Vi presentiamo i libri finalisti del del Premio Opera Prima John Fante che verrà assegnato durante la 17^ edizione del Festival John Fante – Il Dio di mio padre – al via da oggi a Torricella Peligna in provincia di Chieti.
LA TRAMA
Questa è la lunga vita di una faina, raccontata di suo pugno. Fra gli alberi dei boschi, le colline erbose, le tane sotterranee e la campagna soggiogata dall’uomo, si svela la storia di un animale diverso da tutti. Archy nasce una notte d’inverno, assieme ai suoi fratelli: alla madre hanno ucciso il compagno, e si ritrova a doverli crescere da sola.
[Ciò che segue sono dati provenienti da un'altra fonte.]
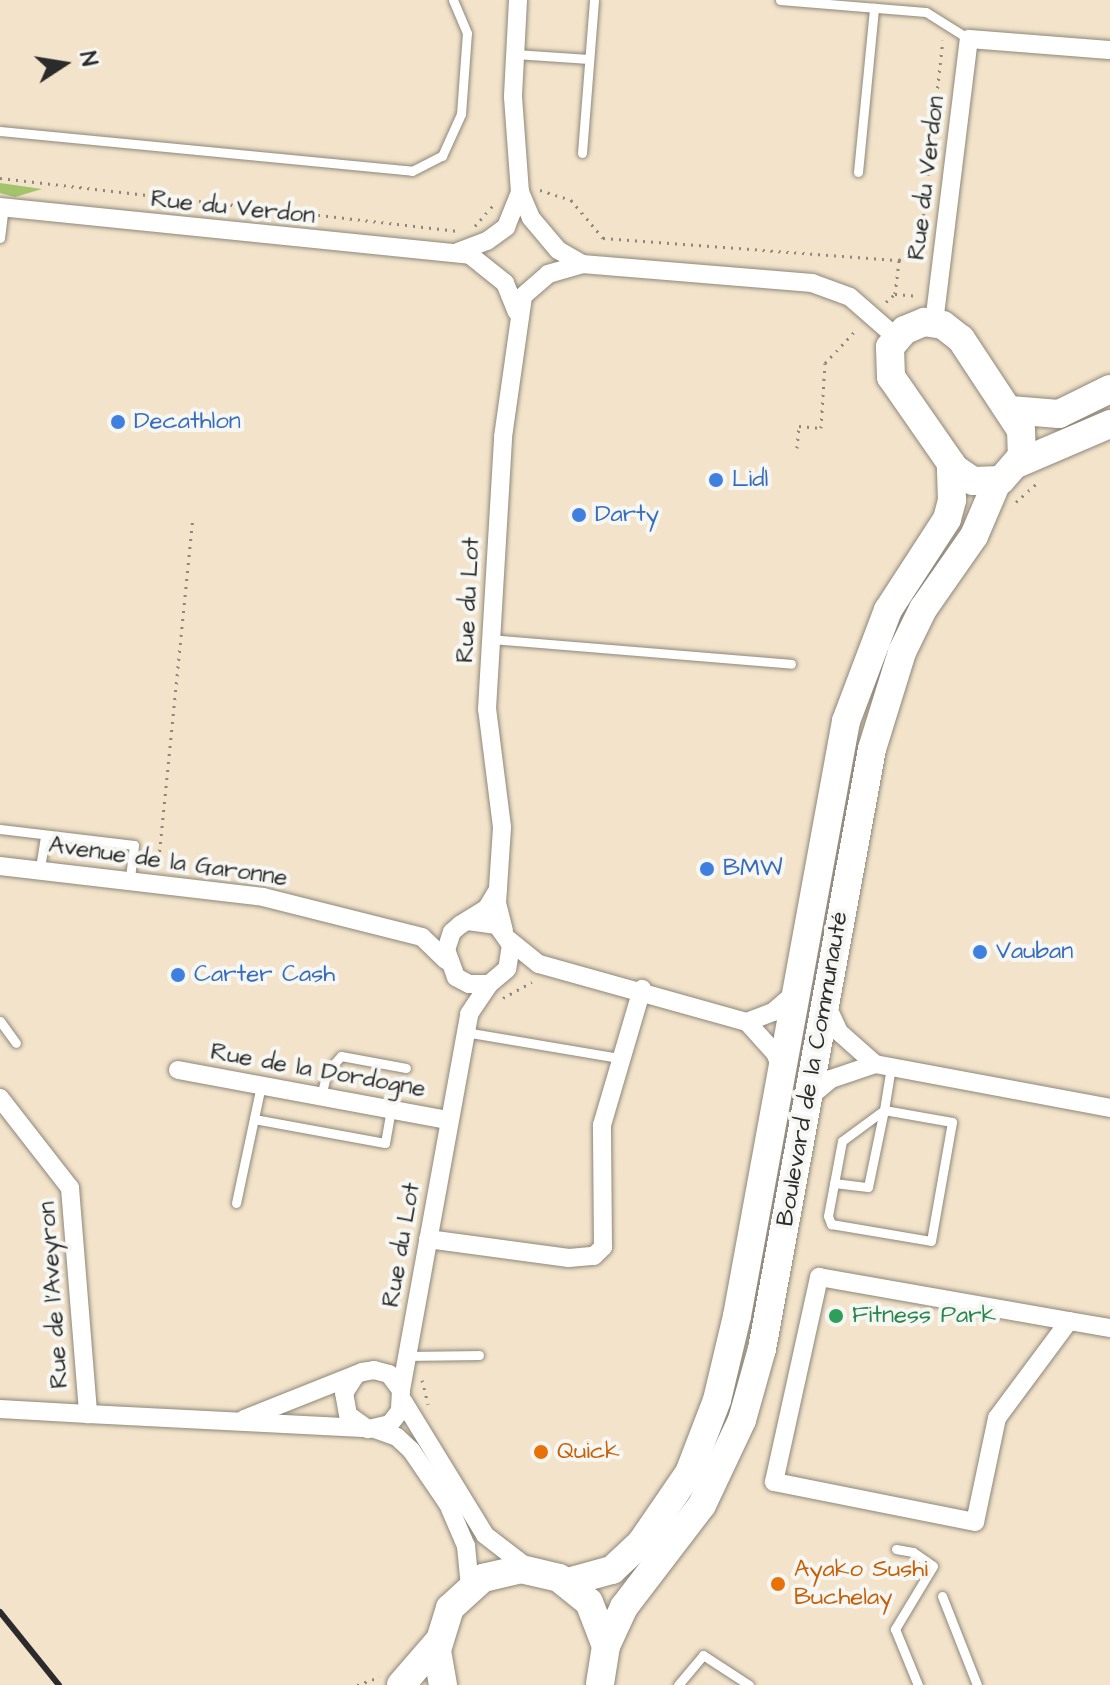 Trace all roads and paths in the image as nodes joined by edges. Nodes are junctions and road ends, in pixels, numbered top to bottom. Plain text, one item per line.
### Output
1 (453, 0) edge
2 (518, 0) edge
3 (594, 0) edge
4 (780, 0) edge
5 (874, 8) junction
6 (945, 23) junction
7 (969, 39) junction
8 (1110, 50) edge
9 (515, 54) junction
10 (589, 59) junction
11 (0, 131) edge
12 (582, 153) dead end
13 (858, 172) dead end
14 (0, 178) edge
15 (520, 190) junction
16 (1, 207) edge
17 (500, 231) junction
18 (545, 235) junction
19 (0, 238) edge
20 (458, 252) junction
21 (899, 260) junction
22 (582, 264) junction
23 (499, 278) junction
24 (540, 280) junction
25 (895, 294) junction
26 (935, 310) junction
27 (517, 312) junction
28 (873, 314) junction
29 (897, 338) junction
30 (1110, 389) edge
31 (1010, 410) junction
32 (1110, 424) edge
33 (797, 448) dead end
34 (951, 463) junction
35 (1019, 463) junction
36 (997, 482) junction
37 (193, 517) dead end
38 (490, 639) junction
39 (791, 664) dead end
40 (0, 829) edge
41 (45, 835) junction
42 (0, 866) edge
43 (40, 868) junction
44 (130, 879) junction
45 (156, 882) junction
46 (498, 890) junction
47 (462, 925) junction
48 (506, 936) junction
49 (422, 937) junction
50 (446, 960) junction
51 (539, 964) junction
52 (505, 973) junction
53 (460, 980) junction
54 (489, 984) junction
55 (642, 989) junction
56 (798, 989) junction
57 (825, 1002) junction
58 (0, 1021) edge
59 (747, 1022) junction
60 (467, 1023) junction
61 (16, 1043) dead end
62 (619, 1058) junction
63 (883, 1066) junction
64 (406, 1068) dead end
65 (178, 1070) dead end
66 (783, 1073) junction
67 (261, 1085) junction
68 (321, 1096) junction
69 (0, 1098) edge
70 (807, 1099) junction
71 (1110, 1108) edge
72 (391, 1109) junction
73 (884, 1110) junction
74 (254, 1119) junction
75 (449, 1120) junction
76 (834, 1183) junction
77 (236, 1203) dead end
78 (428, 1239) junction
79 (1069, 1321) junction
80 (1110, 1328) edge
81 (409, 1348) junction
82 (479, 1355) dead end
83 (374, 1370) junction
84 (355, 1376) junction
85 (402, 1396) junction
86 (0, 1409) edge
87 (88, 1414) junction
88 (234, 1423) junction
89 (369, 1428) junction
90 (896, 1549) dead end
91 (529, 1569) junction
92 (568, 1582) junction
93 (470, 1587) junction
94 (942, 1596) dead end
95 (438, 1642) junction
96 (606, 1646) junction
97 (401, 1685) edge
98 (443, 1685) edge
99 (600, 1685) edge
100 (678, 1685) edge
101 (749, 1685) edge
102 (918, 1685) edge
103 (977, 1685) edge

1 - 11 lane
2 - 9 street
3 - 10 lane
4 - 5 lane
5 - 6 lane
5 - 13 lane
6 - 7 lane
6 - 21 path
7 - 8 street
7 - 26 street, Rue du Verdon
9 - 10 lane
9 - 15 street
10 - 12 lane
14 - 15 path
15 - 17 street
15 - 18 street
15 - 21 path
16 - 19 lane
16 - 20 street, Rue du Verdon
17 - 18 street
17 - 20 street
17 - 23 street
18 - 22 street
18 - 24 street
20 - 23 street
21 - 25 path
22 - 24 street
22 - 28 street
23 - 24 street
23 - 27 street
24 - 27 street
25 - 26 path
25 - 28 path
26 - 29 main road
26 - 31 main road
27 - 38 street, Rue du Lot
28 - 29 street
28 - 33 path
29 - 34 main road
30 - 31 main road
31 - 35 main road
32 - 35 main road
34 - 36 main road
34 - 56 main road, Boulevard de la Communauté
35 - 36 main road
36 - 57 main road, Boulevard de la Communauté
37 - 45 path
38 - 39 lane
38 - 46 street, Rue du Lot
40 - 41 lane
41 - 43 lane
41 - 44 lane
42 - 43 street, Avenue de la Garonne
43 - 44 street, Avenue de la Garonne
44 - 45 street, Avenue de la Garonne
45 - 49 street, Avenue de la Garonne
46 - 47 street
46 - 48 street, Rue du Lot
47 - 48 street
47 - 49 street
47 - 50 street
48 - 51 street
48 - 52 street
49 - 50 street
50 - 53 street
51 - 52 street
51 - 55 street
52 - 54 street
53 - 54 street
53 - 60 street
54 - 60 street
55 - 59 street
55 - 62 street
56 - 59 street
56 - 66 main road, Boulevard de la Communauté
57 - 63 street
57 - 70 main road, Boulevard de la Communauté
58 - 61 lane
59 - 66 street
60 - 62 lane
60 - 75 street, Rue du Lot
62 - 78 street
63 - 70 street
63 - 71 street
63 - 73 lane
64 - 68 lane
65 - 67 street, Rue de la Dordogne
66 - 92 main road, Boulevard de la Communauté
67 - 68 street, Rue de la Dordogne
67 - 74 lane
68 - 72 street, Rue de la Dordogne
69 - 87 street, Rue de l'Aveyron
70 - 96 main road, Boulevard de la Communauté
72 - 74 lane
72 - 75 street, Rue de la Dordogne
73 - 76 lane
73 - 76 lane
73 - 76 lane
74 - 77 lane
75 - 78 street, Rue du Lot
78 - 81 street, Rue du Lot
79 - 79 street
79 - 80 street
81 - 82 lane
81 - 83 street
81 - 85 street, Rue du Lot
83 - 84 street
83 - 85 street
84 - 88 street, Rue de l'Aveyron
84 - 89 street
85 - 89 street
85 - 91 street
86 - 87 street
87 - 88 street, Rue de l'Aveyron
88 - 89 street, Rue de l'Aveyron
89 - 93 street
90 - 102 lane
91 - 92 main road
91 - 93 main road
92 - 96 main road
93 - 95 main road
94 - 103 lane
95 - 97 main road
95 - 98 main road
96 - 99 main road
100 - 101 lane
Gli animali in questo libro parlano, usano i piatti per il cibo, stoviglie, tavoli, letti, accendono fuochi, ma il loro mondo rimane una lotta per la sopravvivenza, dura e spietata, come d’altronde è la natura. Sono mossi dalle necessità e dall’istinto, il più forte domina e chi perde deve arrangiarsi. È proprio intuendo la debolezza del figlio che la madre baratta Archy per una gallina e mezzo. Il suo nuovo padrone si chiama Solomon, ed è una vecchia volpe piena di segreti, che vive in cima a una collina. Questi cambiamenti sconvolgeranno la vita di Archy: gli amori rubati, la crudeltà quotidiana del vivere, il tempo presente e quello passato si manifesteranno ai suoi occhi con incredibile forza. Fra terrore e meraviglia, con il passare implacabile delle stagioni e il pungolo di nuovi desideri, si schiuderanno fra le sue zampe misteri e segreti. Archy sarà sempre meno animale, un miracolo silenzioso fra le foreste, un’anomalia. A contraltare, tra le pagine di questo libro, il miracolo di una narrazione trascinante, che accompagna il lettore in una dimensione non più umana, proprio quando lo pone di fronte alle domande essenziali del nostro essere uomini e donne.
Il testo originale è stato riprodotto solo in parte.